Что эквивалентно трем сотням бутылок «язвовки» – и представить страшно. Вместо такого количества прекрасной жидкости я заполучу одну большую «язву» по имени Шошана. Но я уже, так сказать, влез под душ, так что не пустить воду было бы постыдным делом.
– Если это не станет проводами в последний путь, тогда твое согласие, Шошана, можно считать доброй приметой. Парочку мы будем представлять странную. Впрочем, размер твоего бюстгальтера позволяет тебе не особо выделяться на фоне мужчин, особенно пока ты в скафандре.
По-моему, она подавляла в себе обиду немалым усилием недюжинной воли. Получается, я нечаянно ее протестировал и выяснил, что есть обстоятельство, которое заставляет ее не реагировать на мои подначки. Она кем-то и чем-то подготовлена к общению со мной. Однако, не будем перегибать – иначе ее попустительство станет слишком нарочитым и кто-то может поменять тактику.

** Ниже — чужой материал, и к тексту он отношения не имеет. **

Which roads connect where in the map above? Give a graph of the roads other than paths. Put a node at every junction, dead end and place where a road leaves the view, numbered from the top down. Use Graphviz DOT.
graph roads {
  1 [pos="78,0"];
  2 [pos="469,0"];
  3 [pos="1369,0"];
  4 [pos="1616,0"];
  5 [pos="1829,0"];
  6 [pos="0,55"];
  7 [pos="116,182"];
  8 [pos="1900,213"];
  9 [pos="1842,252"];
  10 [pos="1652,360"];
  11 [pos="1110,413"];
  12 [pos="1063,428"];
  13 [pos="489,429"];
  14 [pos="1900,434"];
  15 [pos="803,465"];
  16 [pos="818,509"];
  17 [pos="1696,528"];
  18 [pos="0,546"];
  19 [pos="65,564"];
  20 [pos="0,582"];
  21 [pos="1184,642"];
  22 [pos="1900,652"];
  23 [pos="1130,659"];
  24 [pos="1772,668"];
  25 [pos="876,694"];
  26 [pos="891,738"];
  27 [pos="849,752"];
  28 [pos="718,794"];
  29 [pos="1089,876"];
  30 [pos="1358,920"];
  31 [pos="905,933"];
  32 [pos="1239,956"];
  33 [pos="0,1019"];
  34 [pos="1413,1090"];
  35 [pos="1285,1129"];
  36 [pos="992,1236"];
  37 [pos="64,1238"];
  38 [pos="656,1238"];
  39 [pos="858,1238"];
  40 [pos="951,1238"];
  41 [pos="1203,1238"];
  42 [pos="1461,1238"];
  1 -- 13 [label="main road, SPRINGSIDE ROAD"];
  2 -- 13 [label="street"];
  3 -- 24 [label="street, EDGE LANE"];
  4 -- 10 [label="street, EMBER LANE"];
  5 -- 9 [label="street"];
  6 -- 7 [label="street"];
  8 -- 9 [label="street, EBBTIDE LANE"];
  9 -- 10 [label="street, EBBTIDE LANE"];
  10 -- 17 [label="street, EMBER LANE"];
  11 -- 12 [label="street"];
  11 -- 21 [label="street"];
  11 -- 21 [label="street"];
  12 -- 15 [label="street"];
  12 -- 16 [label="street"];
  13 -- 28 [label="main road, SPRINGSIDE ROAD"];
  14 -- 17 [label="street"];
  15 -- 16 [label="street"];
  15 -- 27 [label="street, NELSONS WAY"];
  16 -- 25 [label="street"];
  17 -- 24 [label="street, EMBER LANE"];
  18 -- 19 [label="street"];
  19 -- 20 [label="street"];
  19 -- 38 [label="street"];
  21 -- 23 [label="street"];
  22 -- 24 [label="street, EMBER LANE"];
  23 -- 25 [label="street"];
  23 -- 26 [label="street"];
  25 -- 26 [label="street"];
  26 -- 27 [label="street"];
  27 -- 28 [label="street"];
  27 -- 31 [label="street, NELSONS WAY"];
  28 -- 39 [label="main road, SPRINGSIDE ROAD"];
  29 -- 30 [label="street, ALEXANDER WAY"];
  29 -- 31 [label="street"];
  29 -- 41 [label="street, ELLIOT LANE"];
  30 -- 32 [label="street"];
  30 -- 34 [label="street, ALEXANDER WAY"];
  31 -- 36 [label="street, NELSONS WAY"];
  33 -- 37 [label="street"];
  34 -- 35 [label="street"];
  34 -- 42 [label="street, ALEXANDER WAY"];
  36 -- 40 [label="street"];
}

Между прочим, особенного выбора у меня нет. Допустим, Шошана – шпионка. Но кто гарантирует, что следующий провожатый не окажется вообще диверсантом? Кроме того, фемы, может статься, мои криптосоюзники. Ведь там, в торговой секции, одна из них, похоже, не только пособничала мне, но даже открыла второй фронт. Кто, в конце концов, открыл люк на выходном шлюзе пневмопровода? Не исключено даже, что во время драки между муташками, фемы как бы случайно оказались поблизости и уберегли меня от полного втаптывания в грязь.
– Ладно, заметано. По рукам и ногам. Отправляемся в ближайшее время, если не возражаешь...
Я фразу не договорил, не условился еще, где и когда, как она уже резко крутанулась и пошла вон из кабака. Я попытался догнать ее, но поскользнулся на чьих-то зрячих соплях, едрить их налево, и залетел под стол, где здоровенный крысомутант внаглую спер у меня ботинок.